Small shrubs to 20 cm tall. Stems branched distally. Leaves alternate, imbricated, appressed, broadly inserted and membraneous at base; blade oblong. 4 mm long by ca. 1.5 mm wide, coriaceous with narrowly recurved margins, dark green, covered with pale hairs on both surfaces, longer and more yellowish abaxially, abaxial pubescence dense and giving abaxial leaf surface rounded appearance, completely obscuring leaf margins, apex blunt. Infloresence of mostly 1–3 heads at tips of unattenuated branches; heads hemispheric, ca. 7 mm high, to 4 mm wide; pale- tipped involucral bracts ca. 15, narrowly lanceolate, 4–5 mm long. ca. 0.8 mm wide. with distal ca. 1.5 mm usually reflexed and whitish inside, pale pink outside; peripheral functionally female florets ca. 20 or more; corollas reddish, filiform, ca. 3.5 mm long, with pair of minute lobes and small biseriate glands distally; style base enlarged, distal branches filiform, scarcely roughened; achenes ca. 1 mm long; glabrous; pappus bristles ca. 28–30, ca. 4 mm long, bases connate in basal row of cells, tips not or scarcely broadened, apical cells with blunt tips; bisexual florets 3–6; corollas reddish, narrowly funnelform, ca. 3.5 mm long, distally with 5 lanceolate lobes ca. 0.5 mm long; anther thecae ca. 0.7 mm long, with long basal tails, apical appendage oblong-lanceolate, ca. 0.5 mm long, glabrous; style base enlarged, distal branches narrowly lanceolate. acute at tip, papillose on sides and apex; achene ca. 1 mm long, glabrous; pappus bristles ca. 28, connate in basal row of cells, distally broadened with bulging cells.
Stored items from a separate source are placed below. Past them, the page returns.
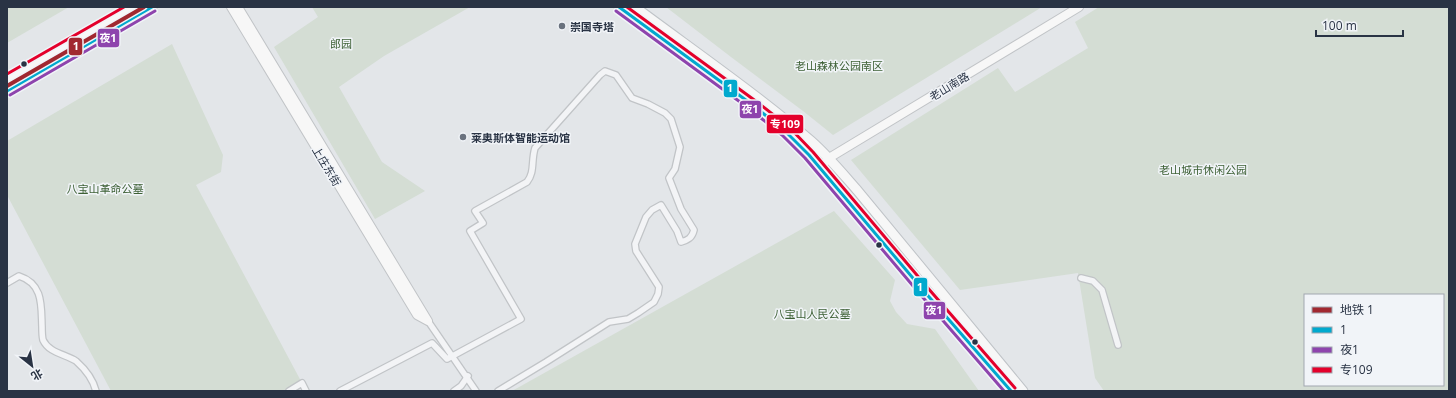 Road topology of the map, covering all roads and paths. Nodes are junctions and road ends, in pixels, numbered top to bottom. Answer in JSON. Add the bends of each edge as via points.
{"nodes":[{"id":1,"x":134,"y":7,"type":"edge"},
{"id":2,"x":152,"y":7,"type":"edge"},
{"id":3,"x":231,"y":7,"type":"edge"},
{"id":4,"x":238,"y":7,"type":"edge"},
{"id":5,"x":619,"y":7,"type":"edge"},
{"id":6,"x":635,"y":7,"type":"edge"},
{"id":7,"x":1079,"y":7,"type":"edge"},
{"id":8,"x":7,"y":80,"type":"edge"},
{"id":9,"x":7,"y":91,"type":"edge"},
{"id":10,"x":829,"y":158,"type":"junction"},
{"id":11,"x":820,"y":167,"type":"junction"},
{"id":12,"x":1081,"y":278,"type":"dead end"},
{"id":13,"x":7,"y":283,"type":"edge"},
{"id":14,"x":428,"y":321,"type":"junction"},
{"id":15,"x":1118,"y":344,"type":"dead end"},
{"id":16,"x":96,"y":391,"type":"edge"},
{"id":17,"x":289,"y":391,"type":"edge"},
{"id":18,"x":306,"y":391,"type":"edge"},
{"id":19,"x":340,"y":391,"type":"edge"},
{"id":20,"x":454,"y":391,"type":"edge"},
{"id":21,"x":476,"y":391,"type":"edge"},
{"id":22,"x":480,"y":391,"type":"edge"},
{"id":23,"x":498,"y":391,"type":"edge"},
{"id":24,"x":1011,"y":391,"type":"edge"},
{"id":25,"x":1023,"y":391,"type":"edge"}],
"edges":[{"from":1,"to":8,"type":"main road"},
{"from":2,"to":9,"type":"main road"},
{"from":3,"to":14,"type":"main road","name":"上庄东街","via":[[417,315]]},
{"from":4,"to":14,"type":"main road","name":"上庄东街"},
{"from":5,"to":11,"type":"main road","via":[[760,111],[785,131]]},
{"from":6,"to":10,"type":"main road","via":[[758,98]]},
{"from":7,"to":10,"type":"main road","name":"老山南路"},
{"from":10,"to":11,"type":"main road","name":"老山南路"},
{"from":10,"to":25,"type":"main road"},
{"from":11,"to":24,"type":"main road"},
{"from":12,"to":15,"type":"street","via":[[1093,281],[1102,290]]},
{"from":13,"to":16,"type":"street","via":[[19,276],[28,279],[35,287],[40,296],[42,339],[47,346],[75,361],[84,369],[95,384]]},
{"from":14,"to":21,"type":"street","name":"上庄东街"},
{"from":17,"to":18,"type":"street","via":[[302,383]]},
{"from":19,"to":23,"type":"street","via":[[432,343],[447,359],[521,318],[470,232],[483,223],[476,211],[527,182],[532,176],[532,157],[535,148],[600,75],[605,71],[610,72],[616,75],[632,98],[660,110],[671,119],[680,147],[675,169],[669,178],[681,209],[694,230],[693,236],[681,242],[661,205],[652,210],[644,221],[635,244],[636,251],[659,287],[654,302],[628,319],[608,322]]},
{"from":20,"to":22,"type":"street","via":[[469,375]]}]} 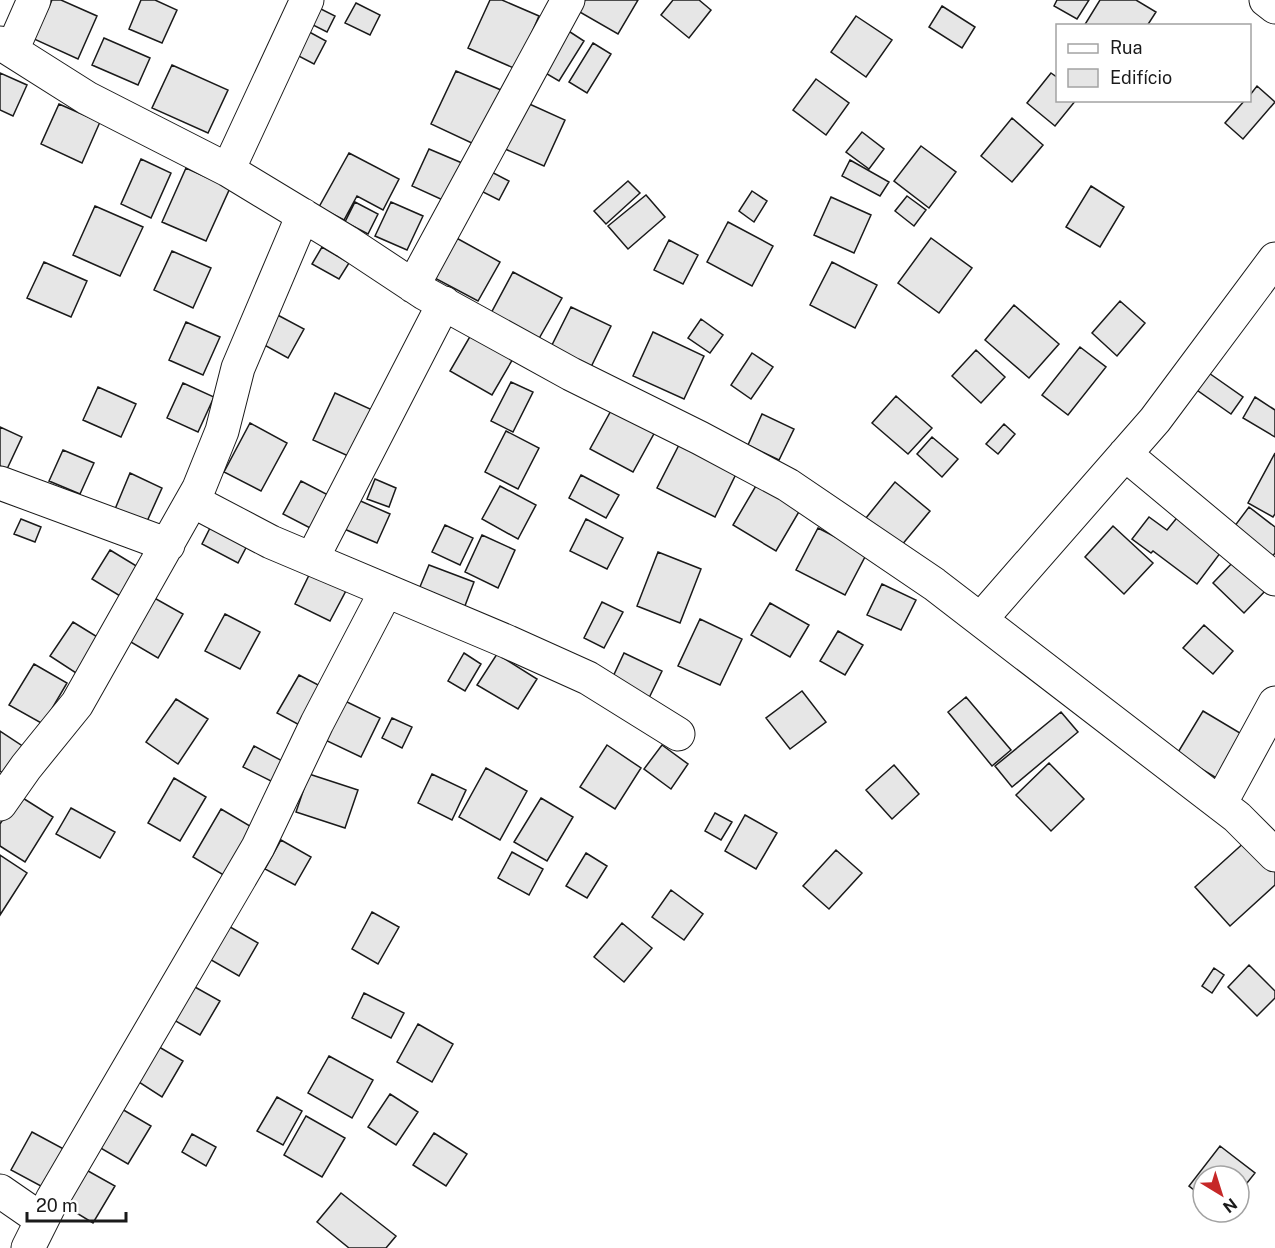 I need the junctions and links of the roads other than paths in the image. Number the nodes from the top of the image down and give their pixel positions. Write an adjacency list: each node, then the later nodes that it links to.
1 (34, 0): 6 (street)
2 (306, 0): 7 (street)
3 (568, 0): 10 (street)
4 (1266, 0): 5 (street)
5 (1275, 7)
6 (6, 46): 7 (street)
7 (228, 170): 8 (street)
8 (303, 216): 10 (street); 14 (street)
9 (1275, 259): 12 (street)
10 (413, 286): 11 (street)
11 (444, 303): 16 (street); 19 (street)
12 (1125, 454): 17 (street); 19 (street)
13 (0, 483): 15 (street)
14 (193, 501): 15 (street); 16 (street)
15 (168, 545): 22 (street)
16 (312, 559): 18 (street)
17 (1275, 579)
18 (386, 591): 21 (street); 26 (street)
19 (981, 619): 23 (street)
20 (1275, 703): 23 (street)
21 (678, 734)
22 (0, 804)
23 (1220, 804): 24 (street)
24 (1275, 855)
25 (0, 1191): 26 (street)
26 (35, 1234)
The species is known only from the single collection by Harriet Barkley and Juajibioy. The species is evidently closest to Chionolaena chrysocoma, also from Santa Marta, which also has appressed imbricated leaves. The new species has much broader leaves with dense pubescence abaxially that makes the abaxial surface seem rounded and completely hides the recurved leaf margins. Although the collector stated the heads were yellowish, the bracts and corollas seem reddish or pink. The differentiated tips of the involucral bracts seem less white than in other members of the genus.
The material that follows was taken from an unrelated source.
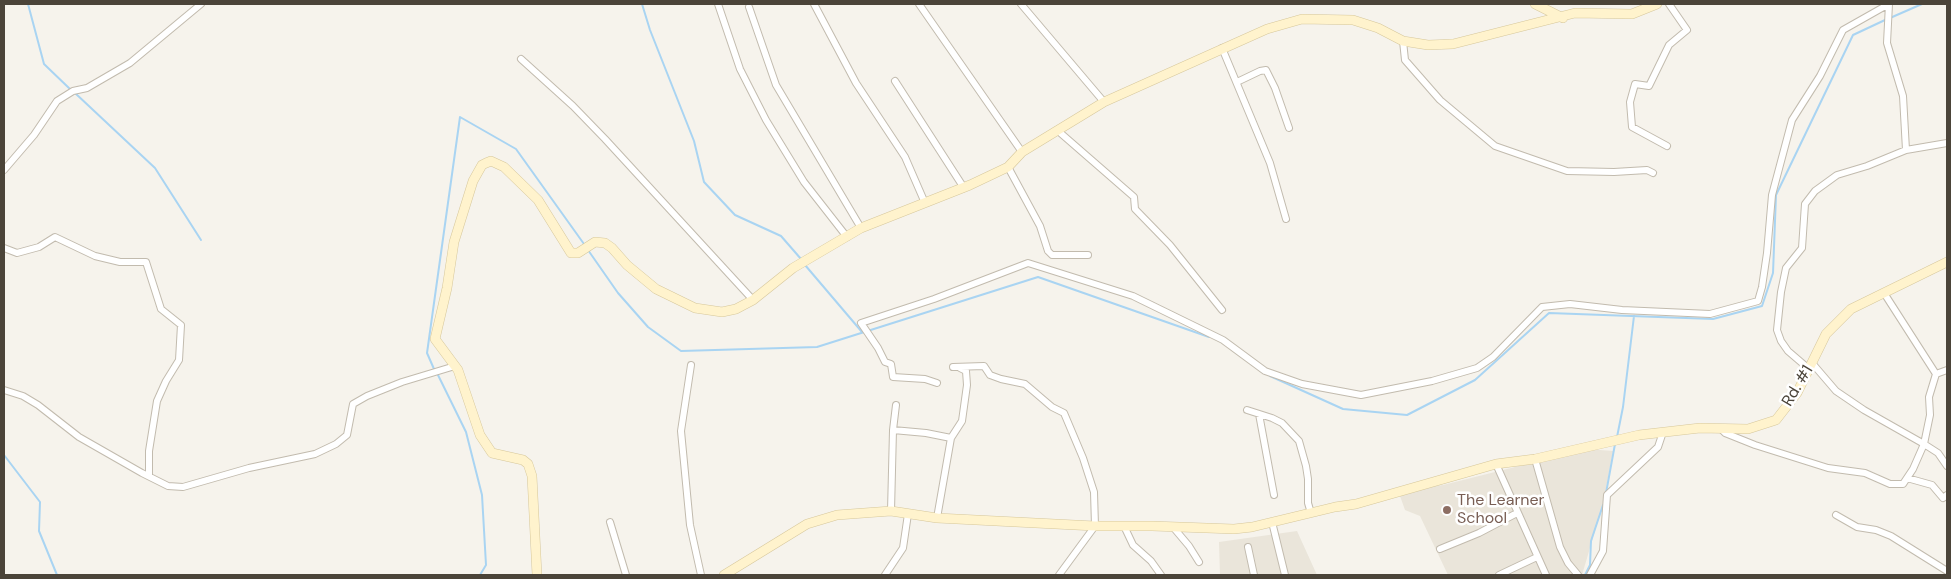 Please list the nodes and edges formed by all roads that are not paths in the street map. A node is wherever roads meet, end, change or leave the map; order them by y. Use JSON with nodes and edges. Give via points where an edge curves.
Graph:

The habit of the new species somewhat resembles that of Chionolaena costaricensis (Nesom) Nesom, but the Costa Rican species has much less densely pubescent leaves that are most often spreading rather than appressed to the stem.
Ingrid Pol-yin Lin of the Dept of Botany is thanked for the image of the holotype of Chionolaena barclayae.